--- START ---
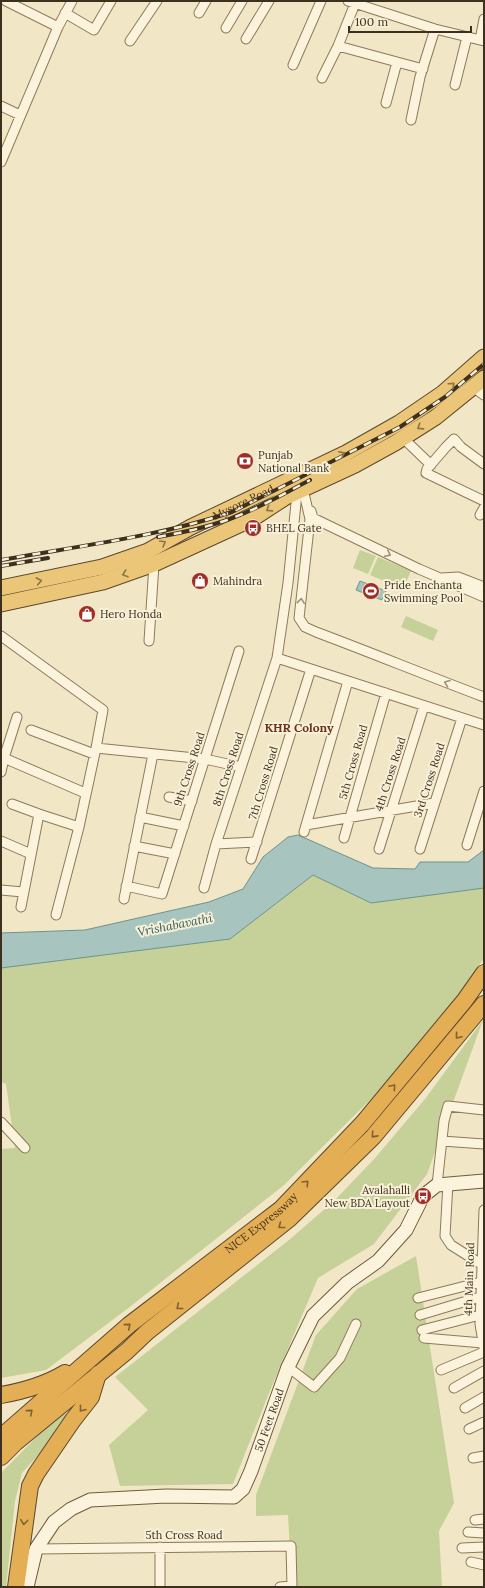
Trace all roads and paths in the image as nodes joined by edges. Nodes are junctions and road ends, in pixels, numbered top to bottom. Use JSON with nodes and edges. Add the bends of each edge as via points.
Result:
{"nodes":[{"id":1,"x":6,"y":1,"type":"edge"},
{"id":2,"x":72,"y":1,"type":"edge"},
{"id":3,"x":111,"y":1,"type":"edge"},
{"id":4,"x":157,"y":1,"type":"edge"},
{"id":5,"x":206,"y":1,"type":"edge"},
{"id":6,"x":242,"y":1,"type":"edge"},
{"id":7,"x":269,"y":1,"type":"edge"},
{"id":8,"x":321,"y":1,"type":"edge"},
{"id":9,"x":353,"y":2,"type":"edge"},
{"id":10,"x":199,"y":13,"type":"dead end"},
{"id":11,"x":65,"y":14,"type":"junction"},
{"id":12,"x":484,"y":19,"type":"edge"},
{"id":13,"x":58,"y":27,"type":"junction"},
{"id":14,"x":226,"y":28,"type":"dead end"},
{"id":15,"x":436,"y":29,"type":"junction"},
{"id":16,"x":467,"y":37,"type":"junction"},
{"id":17,"x":246,"y":39,"type":"dead end"},
{"id":18,"x":130,"y":41,"type":"dead end"},
{"id":19,"x":482,"y":41,"type":"edge"},
{"id":20,"x":338,"y":46,"type":"junction"},
{"id":21,"x":397,"y":62,"type":"junction"},
{"id":22,"x":293,"y":65,"type":"dead end"},
{"id":23,"x":423,"y":69,"type":"junction"},
{"id":24,"x":322,"y":78,"type":"dead end"},
{"id":25,"x":455,"y":85,"type":"dead end"},
{"id":26,"x":386,"y":102,"type":"dead end"},
{"id":27,"x":1,"y":106,"type":"edge"},
{"id":28,"x":20,"y":115,"type":"junction"},
{"id":29,"x":411,"y":120,"type":"dead end"},
{"id":30,"x":1,"y":162,"type":"edge"},
{"id":31,"x":484,"y":357,"type":"edge"},
{"id":32,"x":480,"y":387,"type":"edge"},
{"id":33,"x":403,"y":438,"type":"junction"},
{"id":34,"x":484,"y":464,"type":"edge"},
{"id":35,"x":431,"y":465,"type":"junction"},
{"id":36,"x":302,"y":490,"type":"junction"},
{"id":37,"x":484,"y":501,"type":"edge"},
{"id":38,"x":154,"y":564,"type":"junction"},
{"id":39,"x":440,"y":578,"type":"junction"},
{"id":40,"x":484,"y":587,"type":"edge"},
{"id":41,"x":1,"y":588,"type":"edge"},
{"id":42,"x":484,"y":597,"type":"edge"},
{"id":43,"x":1,"y":604,"type":"edge"},
{"id":44,"x":1,"y":636,"type":"edge"},
{"id":45,"x":149,"y":641,"type":"dead end"},
{"id":46,"x":239,"y":651,"type":"dead end"},
{"id":47,"x":277,"y":658,"type":"junction"},
{"id":48,"x":393,"y":661,"type":"junction"},
{"id":49,"x":311,"y":669,"type":"junction"},
{"id":50,"x":422,"y":678,"type":"dead end"},
{"id":51,"x":348,"y":681,"type":"junction"},
{"id":52,"x":386,"y":694,"type":"junction"},
{"id":53,"x":484,"y":697,"type":"edge"},
{"id":54,"x":424,"y":706,"type":"junction"},
{"id":55,"x":17,"y":716,"type":"dead end"},
{"id":56,"x":462,"y":718,"type":"junction"},
{"id":57,"x":484,"y":725,"type":"edge"},
{"id":58,"x":31,"y":730,"type":"dead end"},
{"id":59,"x":95,"y":751,"type":"junction"},
{"id":60,"x":153,"y":754,"type":"junction"},
{"id":61,"x":4,"y":758,"type":"junction"},
{"id":62,"x":205,"y":759,"type":"junction"},
{"id":63,"x":241,"y":767,"type":"junction"},
{"id":64,"x":1,"y":772,"type":"edge"},
{"id":65,"x":484,"y":791,"type":"edge"},
{"id":66,"x":85,"y":793,"type":"junction"},
{"id":67,"x":169,"y":797,"type":"dead end"},
{"id":68,"x":192,"y":801,"type":"junction"},
{"id":69,"x":434,"y":803,"type":"junction"},
{"id":70,"x":12,"y":804,"type":"dead end"},
{"id":71,"x":391,"y":810,"type":"junction"},
{"id":72,"x":39,"y":814,"type":"junction"},
{"id":73,"x":309,"y":814,"type":"junction"},
{"id":74,"x":140,"y":817,"type":"junction"},
{"id":75,"x":321,"y":818,"type":"dead end"},
{"id":76,"x":350,"y":818,"type":"junction"},
{"id":77,"x":184,"y":826,"type":"junction"},
{"id":78,"x":79,"y":827,"type":"junction"},
{"id":79,"x":344,"y":838,"type":"dead end"},
{"id":80,"x":1,"y":842,"type":"edge"},
{"id":81,"x":257,"y":842,"type":"junction"},
{"id":82,"x":216,"y":844,"type":"junction"},
{"id":83,"x":467,"y":845,"type":"dead end"},
{"id":84,"x":134,"y":846,"type":"junction"},
{"id":85,"x":378,"y":849,"type":"dead end"},
{"id":86,"x":420,"y":849,"type":"dead end"},
{"id":87,"x":31,"y":854,"type":"junction"},
{"id":88,"x":175,"y":854,"type":"junction"},
{"id":89,"x":251,"y":859,"type":"dead end"},
{"id":90,"x":126,"y":886,"type":"junction"},
{"id":91,"x":204,"y":888,"type":"dead end"},
{"id":92,"x":1,"y":890,"type":"edge"},
{"id":93,"x":24,"y":892,"type":"junction"},
{"id":94,"x":124,"y":899,"type":"dead end"},
{"id":95,"x":21,"y":907,"type":"dead end"},
{"id":96,"x":56,"y":915,"type":"dead end"},
{"id":97,"x":484,"y":973,"type":"edge"},
{"id":98,"x":484,"y":1004,"type":"edge"},
{"id":99,"x":484,"y":1110,"type":"edge"},
{"id":100,"x":1,"y":1122,"type":"edge"},
{"id":101,"x":442,"y":1141,"type":"junction"},
{"id":102,"x":484,"y":1144,"type":"edge"},
{"id":103,"x":25,"y":1148,"type":"dead end"},
{"id":104,"x":484,"y":1181,"type":"edge"},
{"id":105,"x":442,"y":1184,"type":"junction"},
{"id":106,"x":484,"y":1210,"type":"edge"},
{"id":107,"x":484,"y":1220,"type":"edge"},
{"id":108,"x":483,"y":1250,"type":"edge"},
{"id":109,"x":481,"y":1264,"type":"junction"},
{"id":110,"x":480,"y":1282,"type":"junction"},
{"id":111,"x":480,"y":1297,"type":"junction"},
{"id":112,"x":418,"y":1298,"type":"dead end"},
{"id":113,"x":420,"y":1315,"type":"dead end"},
{"id":114,"x":480,"y":1315,"type":"junction"},
{"id":115,"x":356,"y":1324,"type":"dead end"},
{"id":116,"x":483,"y":1345,"type":"edge"},
{"id":117,"x":484,"y":1352,"type":"edge"},
{"id":118,"x":87,"y":1361,"type":"junction"},
{"id":119,"x":288,"y":1368,"type":"junction"},
{"id":120,"x":441,"y":1370,"type":"dead end"},
{"id":121,"x":484,"y":1371,"type":"edge"},
{"id":122,"x":98,"y":1374,"type":"junction"},
{"id":123,"x":454,"y":1388,"type":"dead end"},
{"id":124,"x":1,"y":1395,"type":"edge"},
{"id":125,"x":484,"y":1398,"type":"edge"},
{"id":126,"x":465,"y":1408,"type":"dead end"},
{"id":127,"x":484,"y":1422,"type":"edge"},
{"id":128,"x":469,"y":1429,"type":"dead end"},
{"id":129,"x":1,"y":1437,"type":"edge"},
{"id":130,"x":484,"y":1456,"type":"edge"},
{"id":131,"x":1,"y":1457,"type":"edge"},
{"id":132,"x":473,"y":1458,"type":"dead end"},
{"id":133,"x":468,"y":1532,"type":"dead end"},
{"id":134,"x":484,"y":1533,"type":"edge"},
{"id":135,"x":160,"y":1547,"type":"junction"},
{"id":136,"x":484,"y":1547,"type":"edge"},
{"id":137,"x":462,"y":1548,"type":"dead end"},
{"id":138,"x":36,"y":1549,"type":"junction"},
{"id":139,"x":471,"y":1562,"type":"dead end"},
{"id":140,"x":484,"y":1565,"type":"edge"},
{"id":141,"x":16,"y":1587,"type":"edge"},
{"id":142,"x":27,"y":1587,"type":"edge"},
{"id":143,"x":160,"y":1587,"type":"edge"},
{"id":144,"x":280,"y":1587,"type":"edge"},
{"id":145,"x":292,"y":1587,"type":"edge"}],
"edges":[{"from":1,"to":13,"type":"street"},
{"from":2,"to":11,"type":"street"},
{"from":3,"to":11,"type":"street","via":[[94,30]]},
{"from":4,"to":18,"type":"street"},
{"from":5,"to":10,"type":"street"},
{"from":6,"to":14,"type":"street"},
{"from":7,"to":17,"type":"street"},
{"from":8,"to":22,"type":"street"},
{"from":9,"to":15,"type":"street"},
{"from":9,"to":20,"type":"street"},
{"from":11,"to":13,"type":"street"},
{"from":12,"to":19,"type":"street"},
{"from":13,"to":28,"type":"street"},
{"from":15,"to":16,"type":"street"},
{"from":15,"to":23,"type":"street"},
{"from":16,"to":19,"type":"street"},
{"from":16,"to":25,"type":"street"},
{"from":20,"to":21,"type":"street"},
{"from":20,"to":24,"type":"street"},
{"from":21,"to":23,"type":"street"},
{"from":21,"to":26,"type":"street"},
{"from":23,"to":29,"type":"street"},
{"from":27,"to":28,"type":"street"},
{"from":28,"to":30,"type":"street"},
{"from":41,"to":31,"type":"highway","name":"Mysore Road","one_way":true,"via":[[102,567],[148,551],[191,527],[346,453],[399,423],[443,393]]},
{"from":32,"to":33,"type":"highway","name":"Mysore Road","one_way":true},
{"from":33,"to":35,"type":"street"},
{"from":33,"to":36,"type":"highway","name":"Mysore Road","via":[[355,465]]},
{"from":34,"to":35,"type":"street","via":[[454,439]]},
{"from":35,"to":37,"type":"street","via":[[426,473],[428,475]]},
{"from":36,"to":38,"type":"highway","name":"Mysore Road","one_way":true,"via":[[286,497],[252,520]]},
{"from":36,"to":39,"type":"street","one_way":true,"via":[[312,518]]},
{"from":36,"to":47,"type":"street","name":"8th Cross Road"},
{"from":48,"to":36,"type":"street","one_way":true,"via":[[305,627],[299,618],[310,519]]},
{"from":38,"to":43,"type":"highway","name":"Mysore Road","one_way":true,"via":[[103,582]]},
{"from":38,"to":45,"type":"street"},
{"from":39,"to":40,"type":"street","via":[[458,577]]},
{"from":39,"to":42,"type":"street"},
{"from":44,"to":59,"type":"street","via":[[103,710]]},
{"from":46,"to":62,"type":"street","name":"9th Cross Road"},
{"from":47,"to":49,"type":"street"},
{"from":47,"to":63,"type":"street","name":"8th Cross Road"},
{"from":48,"to":50,"type":"street","via":[[398,669]]},
{"from":53,"to":48,"type":"street","one_way":true},
{"from":49,"to":51,"type":"street"},
{"from":49,"to":81,"type":"street","name":"7th Cross Road"},
{"from":51,"to":52,"type":"street"},
{"from":51,"to":73,"type":"street"},
{"from":52,"to":54,"type":"street"},
{"from":52,"to":76,"type":"street","name":"5th Cross Road"},
{"from":54,"to":56,"type":"street"},
{"from":54,"to":71,"type":"street","name":"4th Cross Road"},
{"from":55,"to":61,"type":"street"},
{"from":56,"to":57,"type":"street"},
{"from":56,"to":69,"type":"street","name":"3rd Cross Road"},
{"from":58,"to":59,"type":"street"},
{"from":59,"to":60,"type":"street"},
{"from":59,"to":66,"type":"street"},
{"from":60,"to":62,"type":"street"},
{"from":60,"to":74,"type":"street"},
{"from":61,"to":64,"type":"street"},
{"from":61,"to":66,"type":"street"},
{"from":62,"to":63,"type":"street"},
{"from":62,"to":68,"type":"street","name":"9th Cross Road"},
{"from":63,"to":82,"type":"street","name":"8th Cross Road"},
{"from":65,"to":83,"type":"street"},
{"from":66,"to":78,"type":"street"},
{"from":67,"to":68,"type":"street"},
{"from":68,"to":77,"type":"street","name":"9th Cross Road"},
{"from":69,"to":71,"type":"street"},
{"from":69,"to":86,"type":"street","name":"3rd Cross Road"},
{"from":70,"to":72,"type":"street"},
{"from":71,"to":76,"type":"street"},
{"from":71,"to":85,"type":"street","name":"4th Cross Road"},
{"from":72,"to":78,"type":"street"},
{"from":72,"to":87,"type":"street"},
{"from":73,"to":75,"type":"street"},
{"from":73,"to":76,"type":"street","via":[[305,828]]},
{"from":74,"to":77,"type":"street"},
{"from":74,"to":84,"type":"street"},
{"from":76,"to":79,"type":"street","name":"5th Cross Road"},
{"from":77,"to":88,"type":"street","name":"9th Cross Road"},
{"from":78,"to":96,"type":"street"},
{"from":80,"to":87,"type":"street"},
{"from":81,"to":82,"type":"street"},
{"from":81,"to":89,"type":"street","name":"7th Cross Road"},
{"from":82,"to":91,"type":"street","name":"8th Cross Road"},
{"from":84,"to":88,"type":"street"},
{"from":84,"to":90,"type":"street"},
{"from":87,"to":93,"type":"street"},
{"from":88,"to":90,"type":"street","name":"9th Cross Road","via":[[162,894]]},
{"from":90,"to":94,"type":"street"},
{"from":92,"to":93,"type":"street"},
{"from":93,"to":95,"type":"street"},
{"from":118,"to":97,"type":"highway","name":"NICE Expressway","one_way":true,"via":[[129,1324],[281,1209],[364,1124]]},
{"from":98,"to":122,"type":"highway","name":"NICE Expressway","one_way":true,"via":[[373,1137],[289,1219]]},
{"from":99,"to":101,"type":"street","via":[[448,1106]]},
{"from":100,"to":103,"type":"street"},
{"from":101,"to":102,"type":"street"},
{"from":101,"to":105,"type":"street"},
{"from":104,"to":105,"type":"main road"},
{"from":105,"to":109,"type":"street","via":[[445,1236],[451,1244]]},
{"from":105,"to":119,"type":"main road","name":"50 Feet Road","via":[[423,1196],[406,1230],[378,1261],[347,1283],[313,1316]]},
{"from":106,"to":107,"type":"street","name":"4th Main Road"},
{"from":107,"to":108,"type":"street","name":"4th Main Road"},
{"from":108,"to":109,"type":"street","name":"4th Main Road"},
{"from":109,"to":110,"type":"street","name":"4th Main Road"},
{"from":110,"to":111,"type":"street","name":"4th Main Road"},
{"from":110,"to":112,"type":"street"},
{"from":111,"to":113,"type":"street"},
{"from":111,"to":114,"type":"street","name":"4th Main Road"},
{"from":114,"to":116,"type":"street","name":"4th Main Road"},
{"from":114,"to":116,"type":"street","via":[[423,1334]]},
{"from":115,"to":119,"type":"street","via":[[340,1358],[314,1387]]},
{"from":117,"to":120,"type":"street"},
{"from":118,"to":124,"type":"highway","via":[[55,1379],[23,1392]]},
{"from":129,"to":118,"type":"highway","name":"NICE Expressway","one_way":true},
{"from":119,"to":138,"type":"main road","name":"50 Feet Road","via":[[251,1471],[243,1489],[234,1497],[166,1496],[90,1500],[71,1509],[54,1522]]},
{"from":121,"to":123,"type":"street"},
{"from":122,"to":131,"type":"highway","name":"NICE Expressway"},
{"from":122,"to":141,"type":"highway","one_way":true,"via":[[91,1397],[30,1486]]},
{"from":125,"to":126,"type":"street"},
{"from":127,"to":128,"type":"street"},
{"from":130,"to":132,"type":"street"},
{"from":133,"to":134,"type":"street"},
{"from":135,"to":138,"type":"street","name":"5th Cross Road"},
{"from":135,"to":143,"type":"street"},
{"from":135,"to":145,"type":"street","name":"5th Cross Road","via":[[291,1546]]},
{"from":136,"to":137,"type":"street"},
{"from":138,"to":142,"type":"main road","name":"50 Feet Road"},
{"from":139,"to":140,"type":"street"},
{"from":144,"to":145,"type":"street"}]}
--- END ---
**ABOUT THIS TASK**:
When a line above includes the word "true", please list that line.

**FINISHED TASK**:
{"from":41,"to":31,"type":"highway","name":"Mysore Road","one_way":true,"via":[[102,567],[148,551],[191,527],[346,453],[399,423],[443,393]]},
{"from":32,"to":33,"type":"highway","name":"Mysore Road","one_way":true},
{"from":36,"to":38,"type":"highway","name":"Mysore Road","one_way":true,"via":[[286,497],[252,520]]},
{"from":36,"to":39,"type":"street","one_way":true,"via":[[312,518]]},
{"from":48,"to":36,"type":"street","one_way":true,"via":[[305,627],[299,618],[310,519]]},
{"from":38,"to":43,"type":"highway","name":"Mysore Road","one_way":true,"via":[[103,582]]},
{"from":53,"to":48,"type":"street","one_way":true},
{"from":118,"to":97,"type":"highway","name":"NICE Expressway","one_way":true,"via":[[129,1324],[281,1209],[364,1124]]},
{"from":98,"to":122,"type":"highway","name":"NICE Expressway","one_way":true,"via":[[373,1137],[289,1219]]},
{"from":129,"to":118,"type":"highway","name":"NICE Expressway","one_way":true},
{"from":122,"to":141,"type":"highway","one_way":true,"via":[[91,1397],[30,1486]]},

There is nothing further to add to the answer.